Billy Blogblather said...

And #2 daughter was right. No one has authority over anyone but that one agrees to abide by the will of another or of some group. And that agreement can be rescinded at any time. Most of us no longer believe in the divine right of kings or any other ruler -- even of God many would say. This seems to me to be the bedrock value of liberal democracy. I can yell "fire" in a crowded theater, I can blow up buildings because I'm angry, I (as a nation) can invade countries because I desperately need their resources. I can make $300 million dollars a year while millions go under nourished. It's liberal democracy. I wouldn't have anything else. Except liberal democracy with a compassionate moral code. I think this is all that Noam Chomsky ever argued. The military evil we unleashed in Latin America and Vietnam, the economic evil we unleashed in the US through slavery and Jim Crow, these are but the most egregious offense against our credo of equality, justice and (the French, god love 'em) fraternity. For the sake of money this nation has committed many crimes.

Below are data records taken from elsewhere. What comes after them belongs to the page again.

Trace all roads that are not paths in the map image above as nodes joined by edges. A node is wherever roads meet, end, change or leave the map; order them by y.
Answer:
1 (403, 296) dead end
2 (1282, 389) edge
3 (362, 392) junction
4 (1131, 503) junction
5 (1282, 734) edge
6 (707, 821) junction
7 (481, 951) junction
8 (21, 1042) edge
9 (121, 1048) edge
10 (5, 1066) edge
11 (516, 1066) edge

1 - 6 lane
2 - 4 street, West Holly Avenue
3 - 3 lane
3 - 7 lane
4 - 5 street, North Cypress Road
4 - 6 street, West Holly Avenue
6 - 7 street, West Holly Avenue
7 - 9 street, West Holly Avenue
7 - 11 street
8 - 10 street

We've not starved millions as Stalin did in the Ukraine, nor as Mao executed after the Revolution or during the Cultural Revolution, we have no Babi Yar to account for -- well, there's Wounded Knee and The Trail of Tears and many other massacres, but they were just Indians and that was long ago. Bunches of blacks got hanged, but that's all history now. Over all, we're quite a Christian nation. Love your neighbor and all that. Chomsky bickers. He seems to think that we have had other motives in mind besides Justice, Equality, (and yes, the French again) Fraternity. All Chomsky is asking is that we stop being idiots at look at what's going on. But when you're comfortable, why should you do that?